Last
week's newspapers carried a story about the "voice risk analysis system". It's
a lie detector, based on picking up stress in the voice, which businesses could
use to test whether somebody is lying when they phone in sick on a hot day.
Never mind getting fired - what about poker? No doubt the kids will
soon be carrying miniature voice risk analysis gadgets, to monitor bluffing at
the table.
In the meantime, let's run through the
traditional tells that people associate with bluffing or lying. The most famous
is that bluffers touch their faces, or cover their mouths. Connected with that
is the idea that the bluffer's whole body seems to shrink: limbs and gestures
are focussed inwards, not confidently outwards. All physical movements, some
say, become stiffer in the realm of untruth.
It is said that people
look straight at you when they're bluffing, and look away with a big hand. The
voice is supposed to change in pitch when lying - which is why the phone
detector would theoretically work.

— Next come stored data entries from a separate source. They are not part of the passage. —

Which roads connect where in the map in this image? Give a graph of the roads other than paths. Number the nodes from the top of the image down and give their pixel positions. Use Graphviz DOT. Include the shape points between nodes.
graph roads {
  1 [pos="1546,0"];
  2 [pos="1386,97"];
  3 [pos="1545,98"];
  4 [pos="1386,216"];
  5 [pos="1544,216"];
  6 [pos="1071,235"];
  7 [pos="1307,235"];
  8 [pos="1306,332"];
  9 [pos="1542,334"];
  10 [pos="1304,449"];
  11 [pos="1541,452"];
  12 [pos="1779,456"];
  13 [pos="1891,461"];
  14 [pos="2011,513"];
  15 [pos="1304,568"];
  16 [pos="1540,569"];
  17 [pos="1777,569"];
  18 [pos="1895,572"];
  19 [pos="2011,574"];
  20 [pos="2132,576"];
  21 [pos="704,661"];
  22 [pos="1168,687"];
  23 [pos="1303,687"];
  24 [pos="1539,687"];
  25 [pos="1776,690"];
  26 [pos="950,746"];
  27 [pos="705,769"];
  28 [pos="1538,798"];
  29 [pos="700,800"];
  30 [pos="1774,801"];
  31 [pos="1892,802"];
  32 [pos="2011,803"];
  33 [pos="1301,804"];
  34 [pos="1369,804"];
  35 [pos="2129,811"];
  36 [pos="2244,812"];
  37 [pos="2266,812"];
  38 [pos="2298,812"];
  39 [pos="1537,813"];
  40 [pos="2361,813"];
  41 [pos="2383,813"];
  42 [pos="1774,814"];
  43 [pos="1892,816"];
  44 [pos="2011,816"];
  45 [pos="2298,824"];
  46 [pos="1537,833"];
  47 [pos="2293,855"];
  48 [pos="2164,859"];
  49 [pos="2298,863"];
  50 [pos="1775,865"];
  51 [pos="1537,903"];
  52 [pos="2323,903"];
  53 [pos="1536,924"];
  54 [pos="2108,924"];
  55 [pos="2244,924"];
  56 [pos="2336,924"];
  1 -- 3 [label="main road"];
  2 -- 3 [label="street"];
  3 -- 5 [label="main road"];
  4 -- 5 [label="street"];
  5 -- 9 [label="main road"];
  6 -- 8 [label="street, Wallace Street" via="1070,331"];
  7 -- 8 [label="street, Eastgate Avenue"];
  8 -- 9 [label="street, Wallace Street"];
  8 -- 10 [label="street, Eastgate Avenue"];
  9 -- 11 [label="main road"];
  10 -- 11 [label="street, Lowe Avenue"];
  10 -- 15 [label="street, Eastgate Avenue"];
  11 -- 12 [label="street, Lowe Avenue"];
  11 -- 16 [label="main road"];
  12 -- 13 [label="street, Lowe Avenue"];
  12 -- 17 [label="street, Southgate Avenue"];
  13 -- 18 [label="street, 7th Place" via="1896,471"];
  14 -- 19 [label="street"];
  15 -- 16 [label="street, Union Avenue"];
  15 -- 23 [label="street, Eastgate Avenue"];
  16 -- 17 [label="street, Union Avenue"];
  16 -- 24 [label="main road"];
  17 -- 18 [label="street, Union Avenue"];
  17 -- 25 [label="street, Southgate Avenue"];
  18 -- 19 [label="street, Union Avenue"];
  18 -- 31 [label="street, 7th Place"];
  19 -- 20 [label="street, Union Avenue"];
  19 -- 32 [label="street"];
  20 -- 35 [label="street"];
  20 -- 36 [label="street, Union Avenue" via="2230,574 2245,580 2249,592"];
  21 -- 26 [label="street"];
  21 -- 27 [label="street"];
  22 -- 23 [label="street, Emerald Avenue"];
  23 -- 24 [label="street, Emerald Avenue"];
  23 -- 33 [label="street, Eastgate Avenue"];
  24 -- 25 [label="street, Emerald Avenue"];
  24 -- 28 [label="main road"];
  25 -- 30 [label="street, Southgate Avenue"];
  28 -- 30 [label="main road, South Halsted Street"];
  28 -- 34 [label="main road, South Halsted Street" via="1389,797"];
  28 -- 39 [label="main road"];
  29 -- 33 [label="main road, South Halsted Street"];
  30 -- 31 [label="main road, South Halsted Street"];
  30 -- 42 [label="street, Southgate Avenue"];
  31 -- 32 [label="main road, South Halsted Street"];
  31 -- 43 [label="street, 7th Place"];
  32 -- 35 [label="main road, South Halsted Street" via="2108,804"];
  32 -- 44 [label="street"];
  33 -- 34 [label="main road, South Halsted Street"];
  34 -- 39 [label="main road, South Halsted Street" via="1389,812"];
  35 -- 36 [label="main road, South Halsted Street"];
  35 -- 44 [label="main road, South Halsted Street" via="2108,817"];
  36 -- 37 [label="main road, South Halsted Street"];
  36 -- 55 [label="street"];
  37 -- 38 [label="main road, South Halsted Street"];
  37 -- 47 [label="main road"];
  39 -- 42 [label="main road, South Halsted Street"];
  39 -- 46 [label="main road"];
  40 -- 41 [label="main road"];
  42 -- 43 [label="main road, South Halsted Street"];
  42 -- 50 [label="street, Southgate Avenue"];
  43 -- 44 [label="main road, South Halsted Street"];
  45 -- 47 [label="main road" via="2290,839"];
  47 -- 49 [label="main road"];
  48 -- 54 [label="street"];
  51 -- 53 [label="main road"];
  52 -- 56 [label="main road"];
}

Making a joke or a quip is said to be the
sign of a nervous bluffer; someone with the best hand should not want to
distract you from calling.
You may notice I have hedged all these
statements with phrases such as "it is said" or "supposed to mean". That's
because I'm a sceptic about physical tells, and would always encourage you to
look at your opponents' betting patterns rather than their mannerisms. But it
is useful to know which gestures people generally believe to indicate a bluff,
so that you can avoid accidentally doing them when bluffing yourself.